» WORK REQUEST:
Could you set down all of the data again, exactly as it stands?

» DATA RECORDS:
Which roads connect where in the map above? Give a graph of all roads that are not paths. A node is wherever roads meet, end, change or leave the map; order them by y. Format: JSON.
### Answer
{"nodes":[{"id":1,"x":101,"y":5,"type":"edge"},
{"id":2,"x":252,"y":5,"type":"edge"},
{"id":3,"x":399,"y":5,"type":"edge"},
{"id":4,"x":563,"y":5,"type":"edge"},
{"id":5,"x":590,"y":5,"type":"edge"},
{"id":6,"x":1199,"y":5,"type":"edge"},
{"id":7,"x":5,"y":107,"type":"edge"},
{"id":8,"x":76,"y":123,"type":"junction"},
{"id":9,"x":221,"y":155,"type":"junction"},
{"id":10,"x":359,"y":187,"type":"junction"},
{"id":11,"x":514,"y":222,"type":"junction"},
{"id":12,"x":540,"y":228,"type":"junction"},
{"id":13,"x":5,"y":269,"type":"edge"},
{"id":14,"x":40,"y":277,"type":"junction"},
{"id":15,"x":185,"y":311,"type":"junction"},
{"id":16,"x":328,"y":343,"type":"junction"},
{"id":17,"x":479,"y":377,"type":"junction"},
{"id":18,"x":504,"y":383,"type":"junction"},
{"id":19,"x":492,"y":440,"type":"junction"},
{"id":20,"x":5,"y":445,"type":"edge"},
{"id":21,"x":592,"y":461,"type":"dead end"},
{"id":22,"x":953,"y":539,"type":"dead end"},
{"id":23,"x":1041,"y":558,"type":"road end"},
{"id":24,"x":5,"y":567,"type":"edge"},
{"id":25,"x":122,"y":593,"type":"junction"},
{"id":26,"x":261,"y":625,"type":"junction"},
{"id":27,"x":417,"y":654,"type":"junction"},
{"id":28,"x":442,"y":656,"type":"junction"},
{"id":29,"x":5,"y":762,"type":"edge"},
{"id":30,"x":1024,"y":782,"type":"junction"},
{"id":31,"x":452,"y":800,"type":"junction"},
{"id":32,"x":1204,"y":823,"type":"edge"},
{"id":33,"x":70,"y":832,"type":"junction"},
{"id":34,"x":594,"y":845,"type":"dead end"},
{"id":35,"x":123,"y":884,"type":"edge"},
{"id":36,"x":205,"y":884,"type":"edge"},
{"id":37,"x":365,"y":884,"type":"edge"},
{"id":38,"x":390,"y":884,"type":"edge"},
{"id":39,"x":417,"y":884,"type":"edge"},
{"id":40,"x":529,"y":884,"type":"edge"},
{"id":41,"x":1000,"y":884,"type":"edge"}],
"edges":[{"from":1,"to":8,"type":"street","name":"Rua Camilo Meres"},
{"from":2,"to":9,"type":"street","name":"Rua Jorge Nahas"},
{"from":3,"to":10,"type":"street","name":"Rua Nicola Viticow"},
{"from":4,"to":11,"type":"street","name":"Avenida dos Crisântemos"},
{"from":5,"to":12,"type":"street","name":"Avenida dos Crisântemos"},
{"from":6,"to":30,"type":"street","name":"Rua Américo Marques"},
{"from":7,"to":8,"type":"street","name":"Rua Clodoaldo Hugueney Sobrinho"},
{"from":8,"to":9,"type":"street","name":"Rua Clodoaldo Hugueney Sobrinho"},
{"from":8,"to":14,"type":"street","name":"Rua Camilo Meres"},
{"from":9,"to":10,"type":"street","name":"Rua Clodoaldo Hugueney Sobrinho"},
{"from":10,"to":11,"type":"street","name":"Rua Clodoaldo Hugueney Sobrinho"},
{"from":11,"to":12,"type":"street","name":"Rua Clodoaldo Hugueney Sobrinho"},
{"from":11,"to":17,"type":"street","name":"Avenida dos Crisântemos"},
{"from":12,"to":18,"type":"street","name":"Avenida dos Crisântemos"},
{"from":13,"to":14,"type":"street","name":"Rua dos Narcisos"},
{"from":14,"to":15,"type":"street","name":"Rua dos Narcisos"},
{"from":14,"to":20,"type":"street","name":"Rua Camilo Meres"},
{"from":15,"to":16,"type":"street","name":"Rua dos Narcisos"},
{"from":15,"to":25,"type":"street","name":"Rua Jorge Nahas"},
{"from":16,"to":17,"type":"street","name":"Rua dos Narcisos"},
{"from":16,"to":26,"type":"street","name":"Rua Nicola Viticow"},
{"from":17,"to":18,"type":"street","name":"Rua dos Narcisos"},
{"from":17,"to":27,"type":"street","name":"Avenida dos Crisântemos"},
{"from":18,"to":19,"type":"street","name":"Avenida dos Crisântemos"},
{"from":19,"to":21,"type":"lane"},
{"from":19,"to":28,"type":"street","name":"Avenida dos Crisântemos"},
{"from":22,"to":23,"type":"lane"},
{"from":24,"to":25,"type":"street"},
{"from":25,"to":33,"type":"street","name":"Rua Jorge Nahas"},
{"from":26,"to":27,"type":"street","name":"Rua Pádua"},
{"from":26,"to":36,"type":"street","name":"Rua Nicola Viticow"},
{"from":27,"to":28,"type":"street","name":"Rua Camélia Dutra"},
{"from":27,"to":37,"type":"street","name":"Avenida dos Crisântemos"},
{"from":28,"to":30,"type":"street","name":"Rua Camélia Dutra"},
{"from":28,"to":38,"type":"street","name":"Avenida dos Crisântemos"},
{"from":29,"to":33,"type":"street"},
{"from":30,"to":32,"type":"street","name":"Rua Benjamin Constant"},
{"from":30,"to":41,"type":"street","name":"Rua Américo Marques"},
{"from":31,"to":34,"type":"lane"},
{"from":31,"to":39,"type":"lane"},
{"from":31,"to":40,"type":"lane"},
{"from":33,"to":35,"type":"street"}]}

» EXPECTED OUTPUT:
Which roads connect where in the map above? Give a graph of all roads that are not paths. A node is wherever roads meet, end, change or leave the map; order them by y. Format: JSON.
### Answer
{"nodes":[{"id":1,"x":101,"y":5,"type":"edge"},
{"id":2,"x":252,"y":5,"type":"edge"},
{"id":3,"x":399,"y":5,"type":"edge"},
{"id":4,"x":563,"y":5,"type":"edge"},
{"id":5,"x":590,"y":5,"type":"edge"},
{"id":6,"x":1199,"y":5,"type":"edge"},
{"id":7,"x":5,"y":107,"type":"edge"},
{"id":8,"x":76,"y":123,"type":"junction"},
{"id":9,"x":221,"y":155,"type":"junction"},
{"id":10,"x":359,"y":187,"type":"junction"},
{"id":11,"x":514,"y":222,"type":"junction"},
{"id":12,"x":540,"y":228,"type":"junction"},
{"id":13,"x":5,"y":269,"type":"edge"},
{"id":14,"x":40,"y":277,"type":"junction"},
{"id":15,"x":185,"y":311,"type":"junction"},
{"id":16,"x":328,"y":343,"type":"junction"},
{"id":17,"x":479,"y":377,"type":"junction"},
{"id":18,"x":504,"y":383,"type":"junction"},
{"id":19,"x":492,"y":440,"type":"junction"},
{"id":20,"x":5,"y":445,"type":"edge"},
{"id":21,"x":592,"y":461,"type":"dead end"},
{"id":22,"x":953,"y":539,"type":"dead end"},
{"id":23,"x":1041,"y":558,"type":"road end"},
{"id":24,"x":5,"y":567,"type":"edge"},
{"id":25,"x":122,"y":593,"type":"junction"},
{"id":26,"x":261,"y":625,"type":"junction"},
{"id":27,"x":417,"y":654,"type":"junction"},
{"id":28,"x":442,"y":656,"type":"junction"},
{"id":29,"x":5,"y":762,"type":"edge"},
{"id":30,"x":1024,"y":782,"type":"junction"},
{"id":31,"x":452,"y":800,"type":"junction"},
{"id":32,"x":1204,"y":823,"type":"edge"},
{"id":33,"x":70,"y":832,"type":"junction"},
{"id":34,"x":594,"y":845,"type":"dead end"},
{"id":35,"x":123,"y":884,"type":"edge"},
{"id":36,"x":205,"y":884,"type":"edge"},
{"id":37,"x":365,"y":884,"type":"edge"},
{"id":38,"x":390,"y":884,"type":"edge"},
{"id":39,"x":417,"y":884,"type":"edge"},
{"id":40,"x":529,"y":884,"type":"edge"},
{"id":41,"x":1000,"y":884,"type":"edge"}],
"edges":[{"from":1,"to":8,"type":"street","name":"Rua Camilo Meres"},
{"from":2,"to":9,"type":"street","name":"Rua Jorge Nahas"},
{"from":3,"to":10,"type":"street","name":"Rua Nicola Viticow"},
{"from":4,"to":11,"type":"street","name":"Avenida dos Crisântemos"},
{"from":5,"to":12,"type":"street","name":"Avenida dos Crisântemos"},
{"from":6,"to":30,"type":"street","name":"Rua Américo Marques"},
{"from":7,"to":8,"type":"street","name":"Rua Clodoaldo Hugueney Sobrinho"},
{"from":8,"to":9,"type":"street","name":"Rua Clodoaldo Hugueney Sobrinho"},
{"from":8,"to":14,"type":"street","name":"Rua Camilo Meres"},
{"from":9,"to":10,"type":"street","name":"Rua Clodoaldo Hugueney Sobrinho"},
{"from":10,"to":11,"type":"street","name":"Rua Clodoaldo Hugueney Sobrinho"},
{"from":11,"to":12,"type":"street","name":"Rua Clodoaldo Hugueney Sobrinho"},
{"from":11,"to":17,"type":"street","name":"Avenida dos Crisântemos"},
{"from":12,"to":18,"type":"street","name":"Avenida dos Crisântemos"},
{"from":13,"to":14,"type":"street","name":"Rua dos Narcisos"},
{"from":14,"to":15,"type":"street","name":"Rua dos Narcisos"},
{"from":14,"to":20,"type":"street","name":"Rua Camilo Meres"},
{"from":15,"to":16,"type":"street","name":"Rua dos Narcisos"},
{"from":15,"to":25,"type":"street","name":"Rua Jorge Nahas"},
{"from":16,"to":17,"type":"street","name":"Rua dos Narcisos"},
{"from":16,"to":26,"type":"street","name":"Rua Nicola Viticow"},
{"from":17,"to":18,"type":"street","name":"Rua dos Narcisos"},
{"from":17,"to":27,"type":"street","name":"Avenida dos Crisântemos"},
{"from":18,"to":19,"type":"street","name":"Avenida dos Crisântemos"},
{"from":19,"to":21,"type":"lane"},
{"from":19,"to":28,"type":"street","name":"Avenida dos Crisântemos"},
{"from":22,"to":23,"type":"lane"},
{"from":24,"to":25,"type":"street"},
{"from":25,"to":33,"type":"street","name":"Rua Jorge Nahas"},
{"from":26,"to":27,"type":"street","name":"Rua Pádua"},
{"from":26,"to":36,"type":"street","name":"Rua Nicola Viticow"},
{"from":27,"to":28,"type":"street","name":"Rua Camélia Dutra"},
{"from":27,"to":37,"type":"street","name":"Avenida dos Crisântemos"},
{"from":28,"to":30,"type":"street","name":"Rua Camélia Dutra"},
{"from":28,"to":38,"type":"street","name":"Avenida dos Crisântemos"},
{"from":29,"to":33,"type":"street"},
{"from":30,"to":32,"type":"street","name":"Rua Benjamin Constant"},
{"from":30,"to":41,"type":"street","name":"Rua Américo Marques"},
{"from":31,"to":34,"type":"lane"},
{"from":31,"to":39,"type":"lane"},
{"from":31,"to":40,"type":"lane"},
{"from":33,"to":35,"type":"street"}]}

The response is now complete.